Naturalmente, a questo punto, il problema più grosso è proprio essere sicuri che l'oggetto che si sta osservando sia effettivamente una "candela standard". Anni di osservazioni e ricerche hanno portato ad individuare, via via, candele standard sempre più precise, affidabili e luminose, permettendoci di ampliare enormemente gli orizzonti del nostro universo. Un classico esempio è fornito dalle "stelle cefeidi": si tratta di un particolare tipo di stelle variabili (la cui luminosità, cioè, varia periodicamente nel tempo) molto luminose, per le quali è stato possibile determinare una relazione che lega il periodo di variabilità della stella alla sua luminosità intrinseca; grazie alle cefeidi è stato possibile misurare la distanza di molte tra le galassie più vicine alla nostra sino a qualche centinaia di milioni di anni luce. Un'altra categoria di stelle molto utilizzata per distanze anche oltre le centinaia di milioni di anni luce è invece quella che utilizza le "supernovae", stelle che, giunte alla fase finale della loro vita,emettono in pochi giorni una quantità di radiazione elevatissima, rendendosi visibili addirittura meglio della galassia che le ospita. Anche in questo caso è stato possibile ricavare una relazione, calibrata inizialmente su galassie più vicine (per le quali erano utilizzabili le cefeidi), che legasse la distanza alla luminosità massima osservata nella fase di brillamento della supernova.
Per distanze superiori entriamo nel campo della cosmologia: nel 1920 circa, il famoso astronomo Edwin Hubble riesce a dimostrare, dopo aver raccolto anni e anni di osservazioni, che le altre galassie sembrano allontanarsi indistintamente dalla nostra ad una velocità (misurabile con estrema precisione attraverso metodi spettroscopici) proporzionale alla distanza: più la galassia è veloce, più è distante. Calibrando, come fatto prima, la relazione con galassie più vicine, la cui distanza è stata già misurata con un metodo indipendente, è stato così possibile calcolare la distanza di un innumerevole numero di galassie, anche lontanissime, semplicemente misurandone la velocità di allontanamento (o recessione). Con questo metodo si può arrivare anche a distanze dell’ordine dei miliardi di anni luce.

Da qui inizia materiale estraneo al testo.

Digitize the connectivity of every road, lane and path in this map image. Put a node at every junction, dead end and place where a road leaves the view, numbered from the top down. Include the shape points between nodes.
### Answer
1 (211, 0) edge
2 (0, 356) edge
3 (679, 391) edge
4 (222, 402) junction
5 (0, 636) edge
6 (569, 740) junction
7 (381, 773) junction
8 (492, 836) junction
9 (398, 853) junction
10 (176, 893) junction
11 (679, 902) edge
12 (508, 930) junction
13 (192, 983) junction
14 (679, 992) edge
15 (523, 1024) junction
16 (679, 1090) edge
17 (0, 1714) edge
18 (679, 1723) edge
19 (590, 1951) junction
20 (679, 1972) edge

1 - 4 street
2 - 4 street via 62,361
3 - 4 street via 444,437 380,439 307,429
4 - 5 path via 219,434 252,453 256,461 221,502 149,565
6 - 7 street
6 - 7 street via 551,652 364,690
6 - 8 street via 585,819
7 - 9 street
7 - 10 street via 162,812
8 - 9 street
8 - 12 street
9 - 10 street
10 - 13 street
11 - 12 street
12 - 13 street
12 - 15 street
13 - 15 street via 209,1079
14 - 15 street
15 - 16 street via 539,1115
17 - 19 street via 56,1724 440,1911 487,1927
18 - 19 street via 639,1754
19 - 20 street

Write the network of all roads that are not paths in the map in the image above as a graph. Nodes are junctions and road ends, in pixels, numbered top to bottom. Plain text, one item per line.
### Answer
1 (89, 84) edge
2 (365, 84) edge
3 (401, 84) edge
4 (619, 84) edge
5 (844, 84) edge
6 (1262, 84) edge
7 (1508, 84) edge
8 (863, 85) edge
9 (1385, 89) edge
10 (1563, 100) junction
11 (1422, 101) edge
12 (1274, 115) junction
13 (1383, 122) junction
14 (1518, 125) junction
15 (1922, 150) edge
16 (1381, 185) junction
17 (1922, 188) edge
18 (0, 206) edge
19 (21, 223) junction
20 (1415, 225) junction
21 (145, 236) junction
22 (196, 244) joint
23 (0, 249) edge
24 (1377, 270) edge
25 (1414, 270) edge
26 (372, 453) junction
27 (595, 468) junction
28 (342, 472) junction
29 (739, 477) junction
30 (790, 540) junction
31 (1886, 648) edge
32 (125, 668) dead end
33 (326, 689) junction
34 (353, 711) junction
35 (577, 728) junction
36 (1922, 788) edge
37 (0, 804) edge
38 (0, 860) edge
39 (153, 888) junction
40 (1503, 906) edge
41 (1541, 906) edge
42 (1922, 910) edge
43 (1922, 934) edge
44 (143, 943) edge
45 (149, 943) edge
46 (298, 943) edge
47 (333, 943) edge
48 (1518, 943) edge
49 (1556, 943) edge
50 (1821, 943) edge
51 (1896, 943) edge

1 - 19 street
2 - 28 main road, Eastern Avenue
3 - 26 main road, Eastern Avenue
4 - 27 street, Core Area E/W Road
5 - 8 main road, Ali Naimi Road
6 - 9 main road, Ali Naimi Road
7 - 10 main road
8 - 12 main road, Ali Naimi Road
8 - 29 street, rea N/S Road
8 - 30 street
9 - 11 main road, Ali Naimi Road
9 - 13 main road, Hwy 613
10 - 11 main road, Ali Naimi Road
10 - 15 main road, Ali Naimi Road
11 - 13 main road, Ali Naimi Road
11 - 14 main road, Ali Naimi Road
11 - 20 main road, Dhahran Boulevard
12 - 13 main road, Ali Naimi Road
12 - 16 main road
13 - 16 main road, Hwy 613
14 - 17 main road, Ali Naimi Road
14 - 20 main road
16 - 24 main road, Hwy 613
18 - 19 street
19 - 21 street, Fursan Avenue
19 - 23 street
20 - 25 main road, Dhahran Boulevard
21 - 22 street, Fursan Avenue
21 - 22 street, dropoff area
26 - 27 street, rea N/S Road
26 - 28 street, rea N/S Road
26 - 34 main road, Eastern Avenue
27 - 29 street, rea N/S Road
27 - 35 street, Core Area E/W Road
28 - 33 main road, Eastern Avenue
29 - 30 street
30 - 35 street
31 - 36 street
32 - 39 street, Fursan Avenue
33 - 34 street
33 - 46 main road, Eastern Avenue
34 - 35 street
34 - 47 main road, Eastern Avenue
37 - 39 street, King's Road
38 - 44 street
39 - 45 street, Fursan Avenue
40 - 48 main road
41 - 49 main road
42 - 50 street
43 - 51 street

La precisione dei vari metodi , naturalmente, diminuisce all'aumentare della distanza che vogliamo misurare. Il metodo della parallasse può fornire, nel suo campo di applicazione, valori precisi fino a pochi decimi di percento sul valore misurato, mentre con gli altri metodi, che, come si è visto, sono strettamente concatenati, si possono avere errori decisamente superiori. Basti pensare che, per tutta la prima metà del secolo scorso, continue revisioni nella calibrazione della relazione periodo-distanza delle Cefeidi, hanno portato l'intera scala delle distanze nell'universo quasi a raddoppiarsi rispetto alle stime iniziali. Allo stato attuale, tuttavia, le relazioni utilizzate sono state tutte verificate con diversi metodi indipendenti e quindi la precisione raggiungibile è ormai veramente notevole (mediamente qualche percento) se si considera la difficoltà delle misure. Possiamo quindi ritenere di avere oggi, anche su scala cosmologica, una "piantina geografica" dell'universo abbastanza fedele!